[Stored data]
----

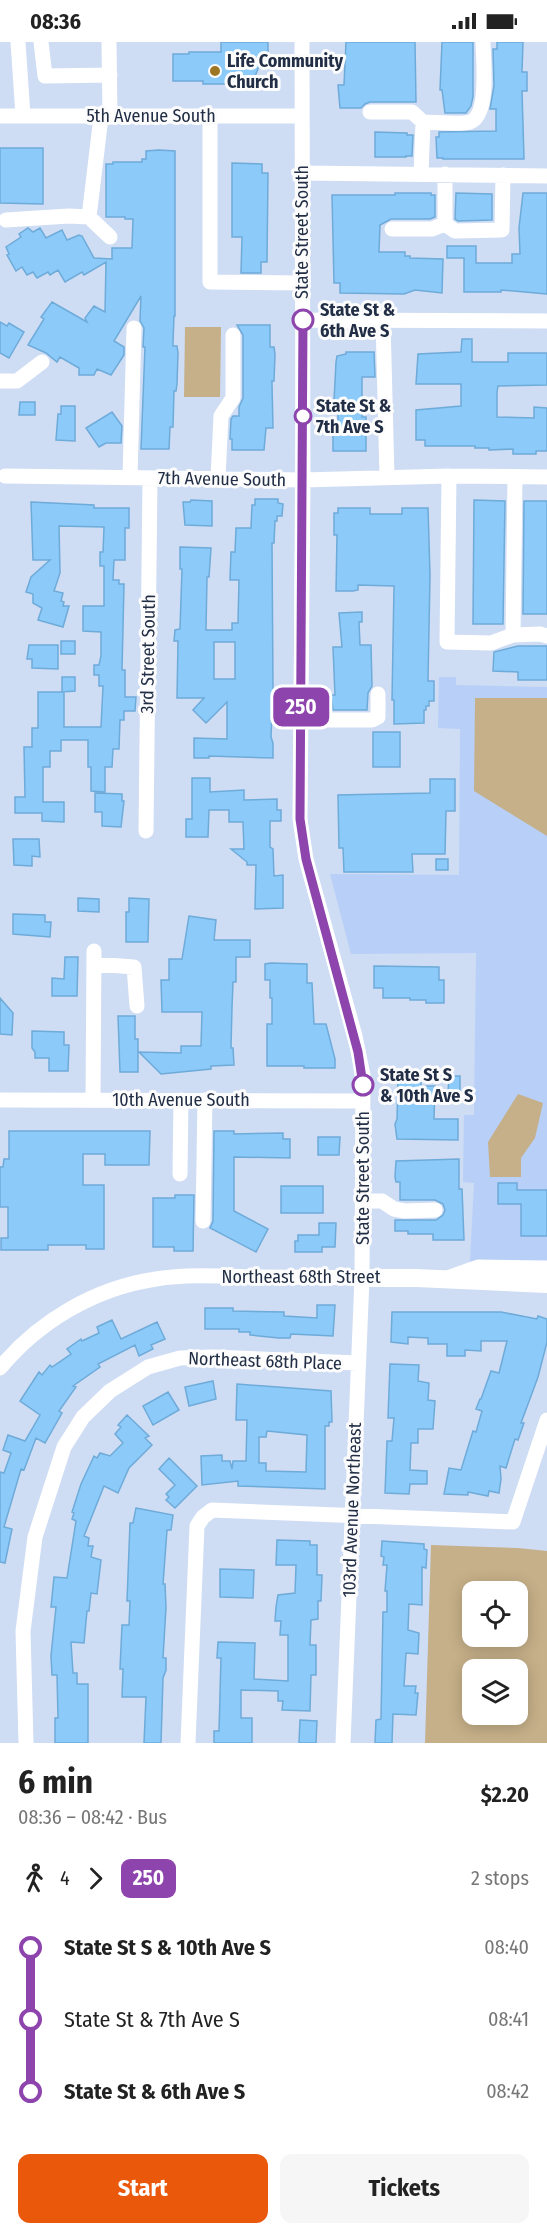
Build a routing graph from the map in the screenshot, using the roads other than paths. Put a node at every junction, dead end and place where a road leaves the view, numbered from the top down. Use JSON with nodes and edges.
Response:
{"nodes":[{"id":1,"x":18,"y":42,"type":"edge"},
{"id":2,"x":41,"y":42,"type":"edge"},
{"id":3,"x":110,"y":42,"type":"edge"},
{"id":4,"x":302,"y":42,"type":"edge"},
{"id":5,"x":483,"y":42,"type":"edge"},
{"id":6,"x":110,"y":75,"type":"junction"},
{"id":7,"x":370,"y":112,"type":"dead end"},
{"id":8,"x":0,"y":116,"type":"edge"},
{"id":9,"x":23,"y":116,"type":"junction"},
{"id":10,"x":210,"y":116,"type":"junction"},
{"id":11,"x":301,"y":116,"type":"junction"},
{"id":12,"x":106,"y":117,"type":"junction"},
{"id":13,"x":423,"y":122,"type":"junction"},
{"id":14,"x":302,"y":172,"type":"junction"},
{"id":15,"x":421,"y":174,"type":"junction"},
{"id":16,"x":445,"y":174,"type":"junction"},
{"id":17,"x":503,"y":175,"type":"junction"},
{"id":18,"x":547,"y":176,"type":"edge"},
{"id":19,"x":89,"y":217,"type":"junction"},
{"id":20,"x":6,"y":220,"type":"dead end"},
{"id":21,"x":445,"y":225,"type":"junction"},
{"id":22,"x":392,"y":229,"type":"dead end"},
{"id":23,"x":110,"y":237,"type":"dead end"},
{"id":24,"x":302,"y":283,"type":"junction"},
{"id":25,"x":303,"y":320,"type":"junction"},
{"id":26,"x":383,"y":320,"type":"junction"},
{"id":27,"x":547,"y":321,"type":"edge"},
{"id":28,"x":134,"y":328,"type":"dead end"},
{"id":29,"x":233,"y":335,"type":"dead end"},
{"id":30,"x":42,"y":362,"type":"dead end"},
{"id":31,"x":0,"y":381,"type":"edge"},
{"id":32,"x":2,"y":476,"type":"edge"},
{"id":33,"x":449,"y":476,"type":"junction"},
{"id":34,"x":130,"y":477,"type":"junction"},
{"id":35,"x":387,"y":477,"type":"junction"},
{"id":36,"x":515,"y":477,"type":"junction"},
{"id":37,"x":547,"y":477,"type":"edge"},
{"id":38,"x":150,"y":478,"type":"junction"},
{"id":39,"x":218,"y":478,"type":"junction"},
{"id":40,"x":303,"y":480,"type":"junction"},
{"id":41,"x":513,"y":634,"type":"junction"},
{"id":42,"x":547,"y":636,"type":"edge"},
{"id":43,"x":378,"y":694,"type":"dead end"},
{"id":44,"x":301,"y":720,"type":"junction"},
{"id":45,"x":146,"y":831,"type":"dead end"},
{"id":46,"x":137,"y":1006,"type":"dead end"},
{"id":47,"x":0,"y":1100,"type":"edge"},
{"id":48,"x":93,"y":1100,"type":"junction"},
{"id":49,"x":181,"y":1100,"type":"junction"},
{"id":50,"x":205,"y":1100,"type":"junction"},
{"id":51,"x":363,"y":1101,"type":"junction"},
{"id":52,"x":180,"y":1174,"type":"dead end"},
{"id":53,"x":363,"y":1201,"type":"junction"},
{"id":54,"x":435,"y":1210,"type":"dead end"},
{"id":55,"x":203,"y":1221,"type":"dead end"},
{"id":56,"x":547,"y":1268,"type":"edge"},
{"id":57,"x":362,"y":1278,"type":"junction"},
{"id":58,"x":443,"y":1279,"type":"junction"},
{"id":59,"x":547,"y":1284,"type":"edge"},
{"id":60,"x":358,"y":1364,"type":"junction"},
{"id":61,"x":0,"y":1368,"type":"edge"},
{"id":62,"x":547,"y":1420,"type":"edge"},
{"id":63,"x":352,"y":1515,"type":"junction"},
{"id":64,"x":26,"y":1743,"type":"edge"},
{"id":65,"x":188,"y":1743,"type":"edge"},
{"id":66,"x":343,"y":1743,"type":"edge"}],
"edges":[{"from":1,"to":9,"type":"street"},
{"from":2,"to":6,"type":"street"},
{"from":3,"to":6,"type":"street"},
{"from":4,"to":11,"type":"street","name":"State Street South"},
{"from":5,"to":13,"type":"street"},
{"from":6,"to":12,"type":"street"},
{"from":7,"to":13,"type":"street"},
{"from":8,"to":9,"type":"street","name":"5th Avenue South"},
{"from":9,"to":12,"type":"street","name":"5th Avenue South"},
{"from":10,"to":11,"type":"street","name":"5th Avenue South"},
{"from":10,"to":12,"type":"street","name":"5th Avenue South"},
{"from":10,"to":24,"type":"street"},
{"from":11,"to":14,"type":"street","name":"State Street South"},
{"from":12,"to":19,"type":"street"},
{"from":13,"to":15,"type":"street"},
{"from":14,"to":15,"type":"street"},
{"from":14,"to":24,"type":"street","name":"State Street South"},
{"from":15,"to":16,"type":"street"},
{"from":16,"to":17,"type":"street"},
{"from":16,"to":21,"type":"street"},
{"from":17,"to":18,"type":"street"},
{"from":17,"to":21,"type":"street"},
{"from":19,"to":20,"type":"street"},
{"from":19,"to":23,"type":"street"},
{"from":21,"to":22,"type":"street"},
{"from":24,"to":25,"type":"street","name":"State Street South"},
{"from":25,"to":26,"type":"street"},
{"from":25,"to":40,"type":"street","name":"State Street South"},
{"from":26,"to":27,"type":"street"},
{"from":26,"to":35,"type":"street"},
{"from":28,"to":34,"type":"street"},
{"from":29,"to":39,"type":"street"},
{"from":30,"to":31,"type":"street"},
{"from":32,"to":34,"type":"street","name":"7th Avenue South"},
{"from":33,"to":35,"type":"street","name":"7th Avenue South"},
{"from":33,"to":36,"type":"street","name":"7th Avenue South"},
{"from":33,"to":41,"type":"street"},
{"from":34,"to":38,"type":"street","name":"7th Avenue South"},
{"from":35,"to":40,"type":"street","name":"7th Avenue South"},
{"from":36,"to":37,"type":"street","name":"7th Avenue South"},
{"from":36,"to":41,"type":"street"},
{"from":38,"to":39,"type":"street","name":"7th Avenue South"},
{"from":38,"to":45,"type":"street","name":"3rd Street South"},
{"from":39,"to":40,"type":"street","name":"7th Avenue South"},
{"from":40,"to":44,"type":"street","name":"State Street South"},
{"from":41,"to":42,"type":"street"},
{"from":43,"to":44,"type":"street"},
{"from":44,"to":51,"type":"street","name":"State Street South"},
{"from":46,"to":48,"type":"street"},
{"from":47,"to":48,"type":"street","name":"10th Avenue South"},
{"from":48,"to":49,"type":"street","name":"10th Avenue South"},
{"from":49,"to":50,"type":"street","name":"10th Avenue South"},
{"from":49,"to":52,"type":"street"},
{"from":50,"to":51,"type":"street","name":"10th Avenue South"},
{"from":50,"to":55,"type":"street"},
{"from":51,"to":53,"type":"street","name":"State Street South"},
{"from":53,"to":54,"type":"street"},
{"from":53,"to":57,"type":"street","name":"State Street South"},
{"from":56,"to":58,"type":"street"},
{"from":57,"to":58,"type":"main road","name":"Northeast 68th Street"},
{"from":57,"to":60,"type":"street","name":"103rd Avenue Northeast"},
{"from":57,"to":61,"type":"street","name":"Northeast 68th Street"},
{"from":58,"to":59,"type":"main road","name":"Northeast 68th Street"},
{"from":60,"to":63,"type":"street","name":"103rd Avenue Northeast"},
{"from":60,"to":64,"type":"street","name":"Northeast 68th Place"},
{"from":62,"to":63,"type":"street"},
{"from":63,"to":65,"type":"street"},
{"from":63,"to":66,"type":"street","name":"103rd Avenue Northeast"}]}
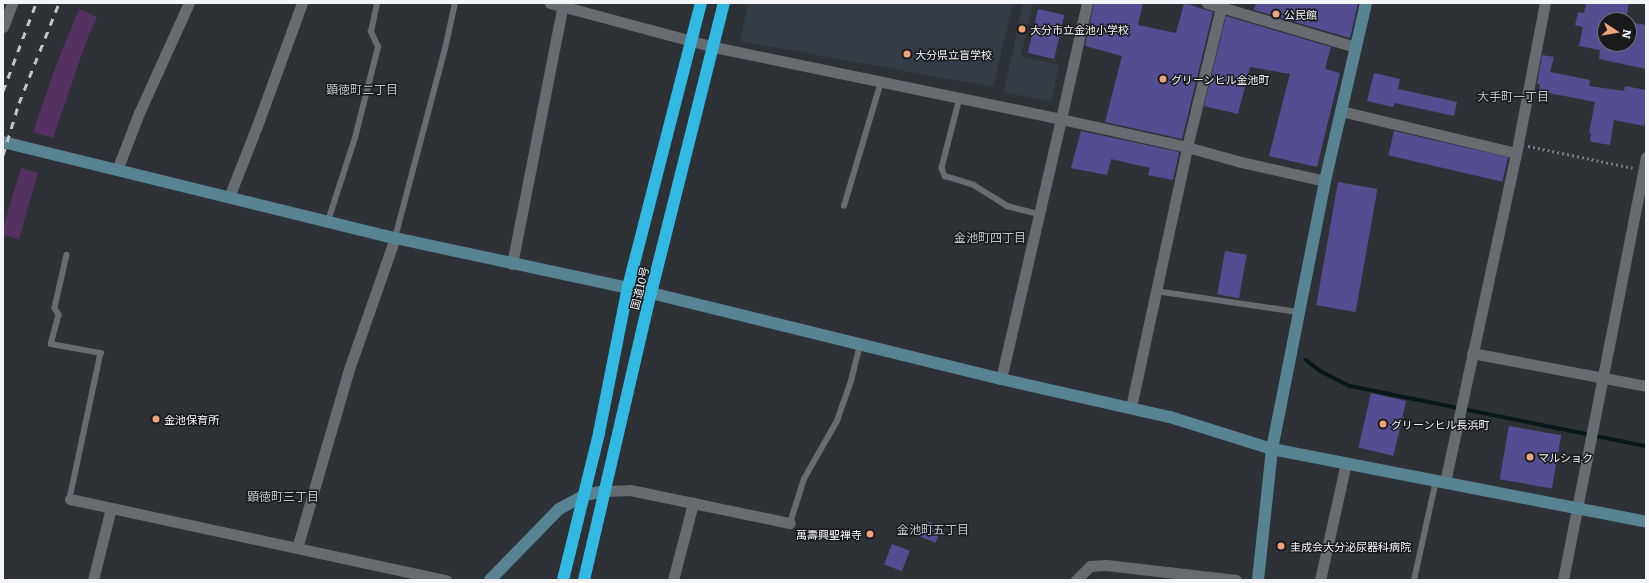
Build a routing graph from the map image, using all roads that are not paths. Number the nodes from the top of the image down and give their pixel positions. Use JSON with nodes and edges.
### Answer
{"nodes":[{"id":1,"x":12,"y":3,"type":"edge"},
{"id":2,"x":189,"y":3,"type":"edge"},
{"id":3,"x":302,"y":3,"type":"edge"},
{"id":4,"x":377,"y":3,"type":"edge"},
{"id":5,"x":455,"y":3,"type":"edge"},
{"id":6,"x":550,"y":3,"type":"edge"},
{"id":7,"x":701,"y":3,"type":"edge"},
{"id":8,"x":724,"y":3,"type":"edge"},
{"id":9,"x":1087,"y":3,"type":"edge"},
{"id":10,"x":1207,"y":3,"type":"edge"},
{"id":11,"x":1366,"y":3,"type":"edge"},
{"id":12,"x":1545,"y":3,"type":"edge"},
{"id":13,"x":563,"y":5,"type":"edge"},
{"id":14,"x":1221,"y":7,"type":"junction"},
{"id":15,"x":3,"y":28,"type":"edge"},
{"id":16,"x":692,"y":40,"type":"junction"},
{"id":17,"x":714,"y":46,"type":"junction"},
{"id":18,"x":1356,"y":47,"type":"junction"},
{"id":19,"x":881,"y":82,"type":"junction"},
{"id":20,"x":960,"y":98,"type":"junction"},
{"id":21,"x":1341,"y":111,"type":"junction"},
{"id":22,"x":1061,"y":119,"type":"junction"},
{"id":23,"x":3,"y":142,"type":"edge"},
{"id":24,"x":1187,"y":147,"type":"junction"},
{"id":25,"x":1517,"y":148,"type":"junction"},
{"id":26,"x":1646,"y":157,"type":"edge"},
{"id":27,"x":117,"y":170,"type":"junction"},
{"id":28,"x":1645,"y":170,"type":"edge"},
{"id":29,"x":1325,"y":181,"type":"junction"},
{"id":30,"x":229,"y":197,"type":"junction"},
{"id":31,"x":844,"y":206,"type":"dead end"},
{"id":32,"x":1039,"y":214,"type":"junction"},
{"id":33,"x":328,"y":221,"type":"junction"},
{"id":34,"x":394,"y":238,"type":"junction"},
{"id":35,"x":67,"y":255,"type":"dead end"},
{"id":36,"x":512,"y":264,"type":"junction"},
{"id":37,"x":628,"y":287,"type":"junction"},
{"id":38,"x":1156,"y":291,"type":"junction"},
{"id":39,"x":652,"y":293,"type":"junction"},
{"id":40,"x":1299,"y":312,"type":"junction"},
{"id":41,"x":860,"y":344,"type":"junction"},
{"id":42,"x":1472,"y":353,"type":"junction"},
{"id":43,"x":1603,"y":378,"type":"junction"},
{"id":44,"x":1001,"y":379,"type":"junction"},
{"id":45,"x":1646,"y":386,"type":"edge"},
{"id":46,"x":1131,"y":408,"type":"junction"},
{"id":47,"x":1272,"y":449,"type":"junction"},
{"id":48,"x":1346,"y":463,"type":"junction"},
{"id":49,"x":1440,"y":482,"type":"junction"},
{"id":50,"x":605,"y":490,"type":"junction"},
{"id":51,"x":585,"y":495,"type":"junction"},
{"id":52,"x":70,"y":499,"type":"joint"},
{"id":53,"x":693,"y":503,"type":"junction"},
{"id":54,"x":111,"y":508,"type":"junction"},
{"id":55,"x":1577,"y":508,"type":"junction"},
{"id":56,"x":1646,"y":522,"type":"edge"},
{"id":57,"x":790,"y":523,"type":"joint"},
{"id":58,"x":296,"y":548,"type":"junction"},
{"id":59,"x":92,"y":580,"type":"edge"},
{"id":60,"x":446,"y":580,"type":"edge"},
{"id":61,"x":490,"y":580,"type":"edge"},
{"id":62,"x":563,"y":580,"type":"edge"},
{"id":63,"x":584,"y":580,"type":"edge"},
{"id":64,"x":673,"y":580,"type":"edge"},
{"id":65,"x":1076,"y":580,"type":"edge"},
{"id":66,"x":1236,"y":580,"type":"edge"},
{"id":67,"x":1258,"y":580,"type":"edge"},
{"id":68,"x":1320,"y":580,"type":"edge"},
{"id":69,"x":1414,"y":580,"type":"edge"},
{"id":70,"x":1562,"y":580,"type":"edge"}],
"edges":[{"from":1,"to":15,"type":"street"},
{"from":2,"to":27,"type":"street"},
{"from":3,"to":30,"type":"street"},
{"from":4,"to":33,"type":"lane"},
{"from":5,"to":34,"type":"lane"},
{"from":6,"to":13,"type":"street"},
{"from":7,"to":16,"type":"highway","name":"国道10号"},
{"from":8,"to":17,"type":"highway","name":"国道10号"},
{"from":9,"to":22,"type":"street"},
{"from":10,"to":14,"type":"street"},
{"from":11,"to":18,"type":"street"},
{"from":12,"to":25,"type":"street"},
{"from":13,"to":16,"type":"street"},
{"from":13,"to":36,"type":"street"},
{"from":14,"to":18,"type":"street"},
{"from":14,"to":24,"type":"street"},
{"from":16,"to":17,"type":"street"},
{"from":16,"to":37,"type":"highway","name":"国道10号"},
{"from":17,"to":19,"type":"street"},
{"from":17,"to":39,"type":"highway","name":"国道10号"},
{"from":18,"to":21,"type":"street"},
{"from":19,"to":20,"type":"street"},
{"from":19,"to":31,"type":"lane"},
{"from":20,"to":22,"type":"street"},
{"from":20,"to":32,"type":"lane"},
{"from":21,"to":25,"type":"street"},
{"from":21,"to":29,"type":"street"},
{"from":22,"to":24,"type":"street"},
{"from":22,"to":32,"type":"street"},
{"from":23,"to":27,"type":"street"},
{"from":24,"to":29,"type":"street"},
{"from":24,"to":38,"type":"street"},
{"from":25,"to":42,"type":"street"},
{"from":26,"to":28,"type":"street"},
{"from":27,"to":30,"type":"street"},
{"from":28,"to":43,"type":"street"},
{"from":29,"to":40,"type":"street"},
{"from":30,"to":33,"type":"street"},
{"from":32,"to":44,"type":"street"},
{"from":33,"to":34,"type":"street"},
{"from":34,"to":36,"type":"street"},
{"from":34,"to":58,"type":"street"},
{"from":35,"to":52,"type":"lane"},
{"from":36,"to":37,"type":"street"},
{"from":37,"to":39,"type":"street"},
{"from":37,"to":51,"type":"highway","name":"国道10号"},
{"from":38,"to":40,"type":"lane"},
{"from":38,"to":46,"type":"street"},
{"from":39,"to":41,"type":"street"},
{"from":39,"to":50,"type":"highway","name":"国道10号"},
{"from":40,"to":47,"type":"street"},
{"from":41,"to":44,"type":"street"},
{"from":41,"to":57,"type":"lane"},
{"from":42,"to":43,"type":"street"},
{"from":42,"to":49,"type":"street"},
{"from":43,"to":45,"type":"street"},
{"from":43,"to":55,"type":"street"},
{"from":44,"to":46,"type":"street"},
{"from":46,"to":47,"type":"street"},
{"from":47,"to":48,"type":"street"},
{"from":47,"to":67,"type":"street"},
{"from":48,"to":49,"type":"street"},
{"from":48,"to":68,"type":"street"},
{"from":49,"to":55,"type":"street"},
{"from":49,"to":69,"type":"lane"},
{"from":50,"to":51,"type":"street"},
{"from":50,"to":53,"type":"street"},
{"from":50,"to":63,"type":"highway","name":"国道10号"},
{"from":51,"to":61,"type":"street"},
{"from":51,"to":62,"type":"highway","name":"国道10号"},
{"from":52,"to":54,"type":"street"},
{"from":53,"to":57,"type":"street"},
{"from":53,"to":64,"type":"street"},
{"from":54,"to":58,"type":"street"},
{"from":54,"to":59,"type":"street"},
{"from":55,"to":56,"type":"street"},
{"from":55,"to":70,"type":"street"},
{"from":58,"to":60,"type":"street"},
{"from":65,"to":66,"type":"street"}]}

----

**Task description:** Go through the entries and report every line with the string "main".

**Solution for this problem:**
{"from":57,"to":58,"type":"main road","name":"Northeast 68th Street"},
{"from":58,"to":59,"type":"main road","name":"Northeast 68th Street"},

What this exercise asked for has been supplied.